MATERIAL SHOWN:
**********

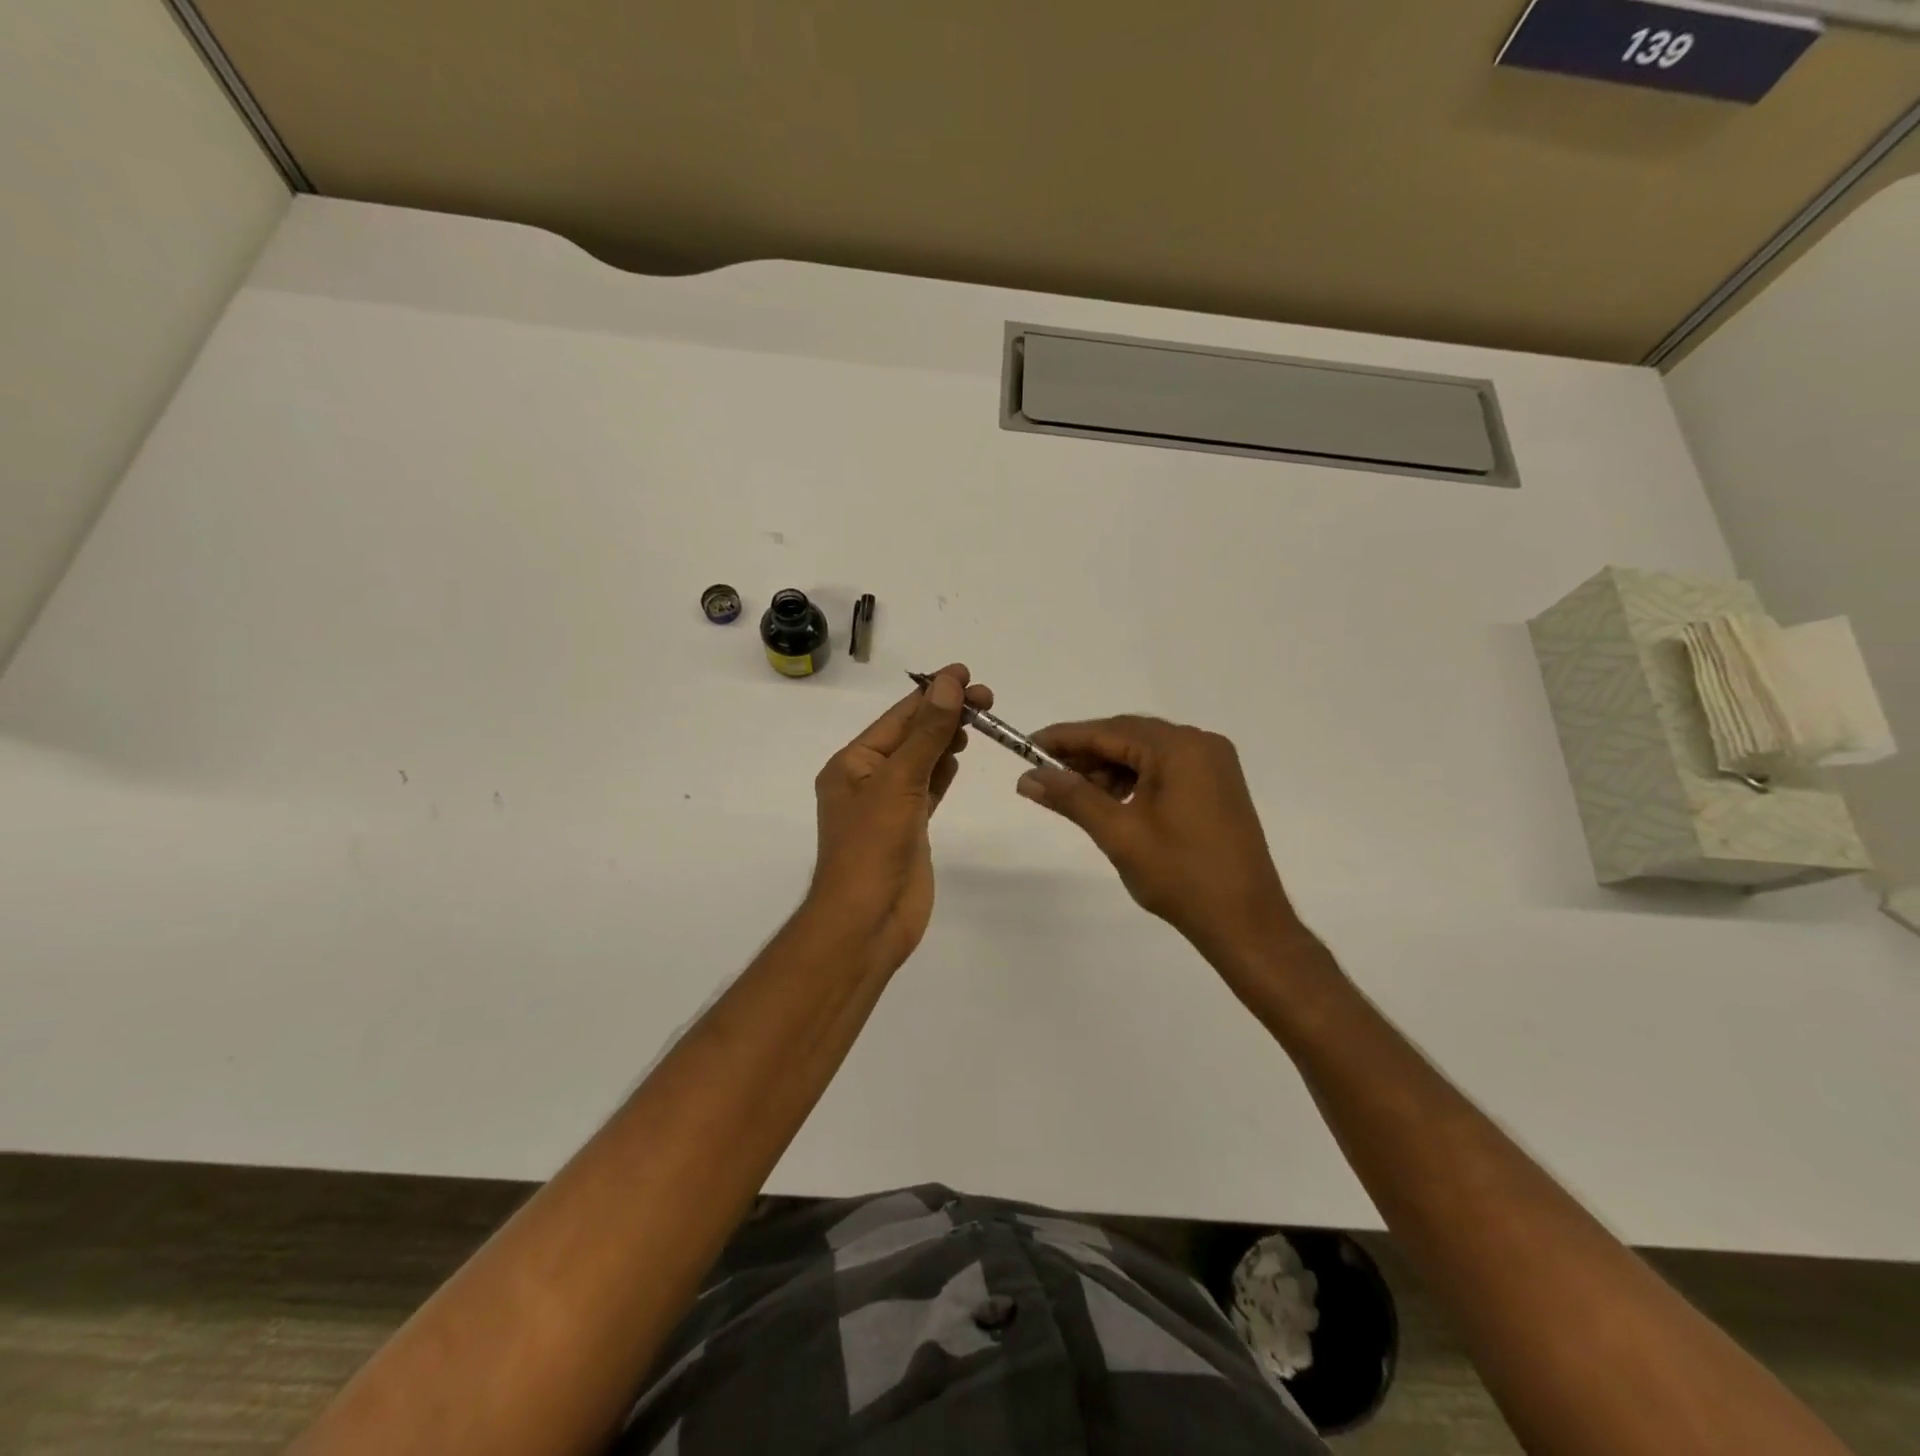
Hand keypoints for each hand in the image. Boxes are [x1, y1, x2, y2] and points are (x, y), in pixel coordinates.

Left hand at [807, 664, 990, 972]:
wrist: (867, 922)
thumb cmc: (872, 848)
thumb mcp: (899, 783)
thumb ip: (927, 734)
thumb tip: (949, 684)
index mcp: (852, 764)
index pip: (898, 717)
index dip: (932, 693)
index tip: (966, 673)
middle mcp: (867, 780)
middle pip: (911, 736)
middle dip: (944, 714)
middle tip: (986, 699)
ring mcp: (888, 806)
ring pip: (922, 761)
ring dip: (945, 739)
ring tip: (977, 720)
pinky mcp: (909, 829)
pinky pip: (928, 789)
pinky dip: (943, 772)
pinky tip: (958, 757)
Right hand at [1016, 716, 1303, 963]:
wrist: (1245, 921)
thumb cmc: (1180, 875)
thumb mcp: (1118, 833)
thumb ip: (1072, 798)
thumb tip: (1027, 778)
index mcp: (1179, 748)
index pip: (1108, 731)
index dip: (1063, 738)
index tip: (1025, 747)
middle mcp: (1200, 743)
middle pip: (1128, 736)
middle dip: (1085, 754)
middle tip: (1045, 775)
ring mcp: (1213, 764)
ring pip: (1146, 753)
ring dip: (1109, 768)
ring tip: (1077, 796)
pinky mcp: (1217, 785)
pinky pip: (1165, 768)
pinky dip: (1134, 779)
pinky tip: (1113, 802)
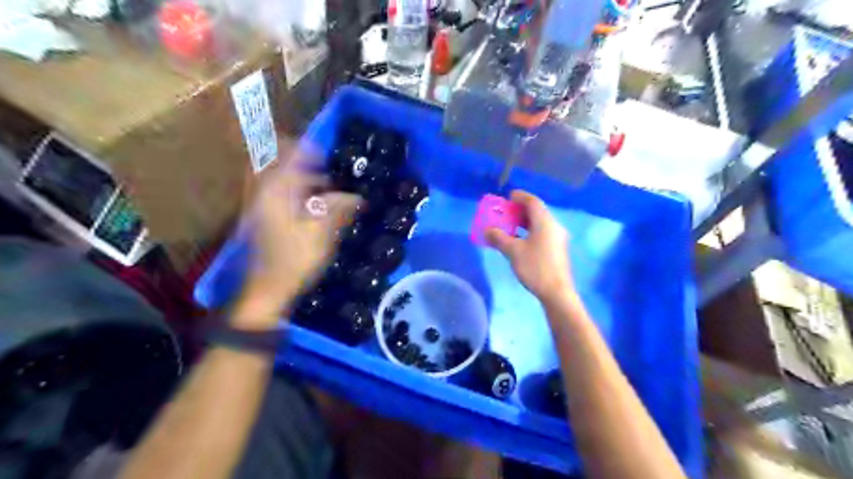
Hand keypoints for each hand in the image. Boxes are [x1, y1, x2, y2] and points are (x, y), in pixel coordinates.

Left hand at [233, 157, 360, 328]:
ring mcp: (263, 205)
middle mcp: (266, 191)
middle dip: (311, 162)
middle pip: (287, 164)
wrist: (269, 289)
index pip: (292, 154)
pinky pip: (285, 194)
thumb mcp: (322, 232)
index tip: (334, 151)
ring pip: (286, 179)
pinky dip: (301, 192)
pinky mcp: (267, 217)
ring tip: (333, 185)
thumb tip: (357, 195)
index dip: (313, 148)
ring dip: (307, 178)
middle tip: (337, 168)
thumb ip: (338, 207)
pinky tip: (319, 204)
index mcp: (277, 190)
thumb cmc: (296, 259)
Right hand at [486, 190, 572, 302]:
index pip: (533, 202)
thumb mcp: (513, 251)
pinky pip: (542, 233)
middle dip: (520, 210)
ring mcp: (557, 238)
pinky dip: (529, 231)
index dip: (520, 197)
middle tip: (505, 212)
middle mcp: (554, 226)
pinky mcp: (557, 249)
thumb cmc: (535, 267)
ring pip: (539, 223)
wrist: (557, 292)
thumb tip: (487, 230)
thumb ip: (499, 238)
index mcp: (545, 222)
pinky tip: (519, 240)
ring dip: (524, 222)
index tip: (508, 197)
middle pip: (537, 211)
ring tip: (509, 226)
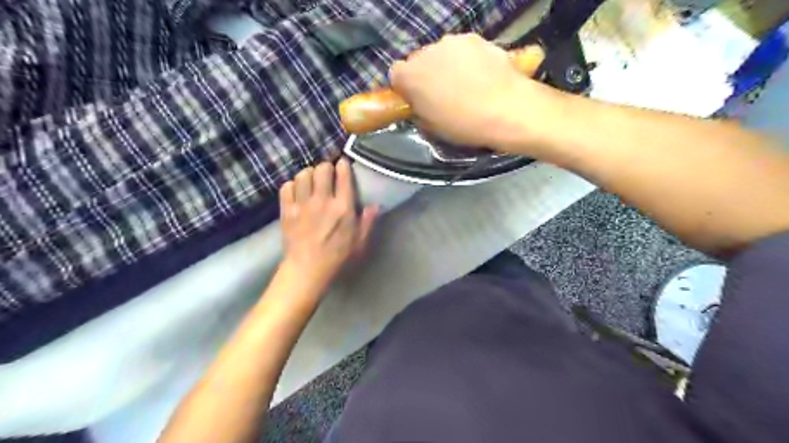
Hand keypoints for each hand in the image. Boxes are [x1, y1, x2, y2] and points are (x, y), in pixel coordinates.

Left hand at [279, 158, 377, 289]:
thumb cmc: (338, 256)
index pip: (343, 175)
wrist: (308, 269)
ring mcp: (302, 204)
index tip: (343, 164)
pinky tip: (298, 192)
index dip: (343, 165)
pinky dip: (293, 185)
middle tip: (327, 174)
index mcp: (343, 207)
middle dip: (326, 167)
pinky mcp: (287, 210)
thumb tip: (376, 205)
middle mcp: (322, 200)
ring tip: (312, 181)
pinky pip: (287, 186)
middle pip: (322, 168)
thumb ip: (368, 221)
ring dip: (309, 174)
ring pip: (303, 174)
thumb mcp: (360, 242)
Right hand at [390, 34, 556, 151]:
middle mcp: (426, 52)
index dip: (405, 87)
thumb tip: (420, 105)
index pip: (396, 74)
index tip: (416, 99)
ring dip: (446, 66)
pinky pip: (463, 50)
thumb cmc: (464, 125)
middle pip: (419, 60)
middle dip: (426, 75)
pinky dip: (467, 60)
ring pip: (441, 53)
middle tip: (442, 94)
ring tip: (465, 85)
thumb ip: (419, 111)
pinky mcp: (476, 39)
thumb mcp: (432, 127)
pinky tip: (481, 77)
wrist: (506, 110)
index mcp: (410, 77)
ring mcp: (452, 42)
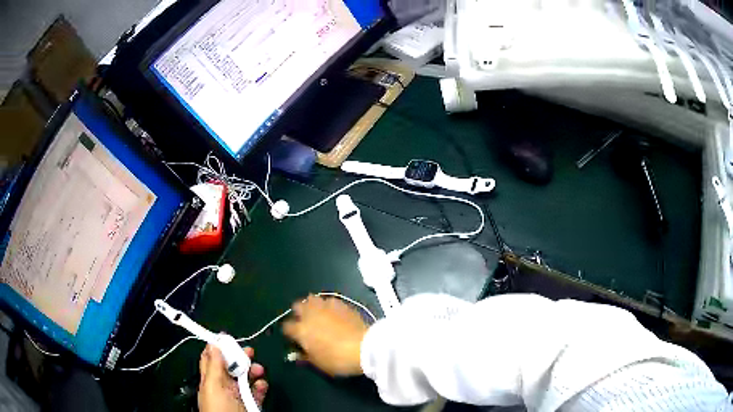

**********

TASK REQUIREMENTS:
Your task is to set down exactly the lines that run from the line holding "index dip: (313, 148)" through the close of the entries, including both ends. Pictures stay out.

YOUR RESPONSE:
index dip: (313, 148)
ring dip: (307, 178)
middle tip: (337, 168)
thumb ip: (338, 207)
pinky tip: (319, 204)
index mcp: (277, 190)
thumb cmc: (296, 259)
Right hand at [486, 190, 572, 302]:
index pip: (533, 202)
thumb mcp: (513, 251)
pinky pip: (542, 233)
middle dip: (520, 210)
ring mcp: (557, 238)
pinky dip: (529, 231)
index dip: (520, 197)
middle tip: (505, 212)
middle mcp: (554, 226)
pinky mcp: (557, 249)
thumb cmc: (535, 267)
ring pip: (539, 223)
wrist: (557, 292)
thumb tip: (487, 230)
thumb ip: (499, 238)
index mcp: (545, 222)
pinky tip: (519, 240)
ring dip: (524, 222)
index tip: (508, 197)
middle pip: (537, 211)
ring tip: (509, 226)
Hand keypoints for each hand in the image. Boxes are [x1, y1, x2, y2] and points are (x, y), in pixel coordinates.

Left hand at [279, 158, 377, 289]:
thumb cmc: (338, 256)
index pip: (343, 175)
wrist: (308, 269)
ring mcp: (302, 204)
index tip: (343, 164)
pinky tip: (298, 192)
index dip: (343, 165)
pinky dip: (293, 185)
middle tip: (327, 174)
index mcp: (343, 207)
middle dip: (326, 167)
pinky mcp: (287, 210)
thumb tip: (376, 205)
middle mcp: (322, 200)
ring tip: (312, 181)
pinky pip: (287, 186)
middle pip: (322, 168)
thumb ip: (368, 221)
ring dip: (309, 174)
ring pip: (303, 174)
thumb mcp: (360, 242)
Right hand at [390, 34, 556, 151]:
middle mcp: (426, 52)
index dip: (405, 87)
thumb tip: (420, 105)
index pip: (396, 74)
index tip: (416, 99)
ring dip: (446, 66)
pinky pip: (463, 50)
thumb cmc: (464, 125)
middle pip: (419, 60)
middle dip: (426, 75)
pinky dip: (467, 60)
ring pip: (441, 53)
middle tip: (442, 94)
ring tip: (465, 85)
thumb ip: (419, 111)
pinky mcp: (476, 39)
thumb mcp: (432, 127)
pinky tip: (481, 77)
wrist: (506, 110)
index mcp: (410, 77)
ring mcp: (452, 42)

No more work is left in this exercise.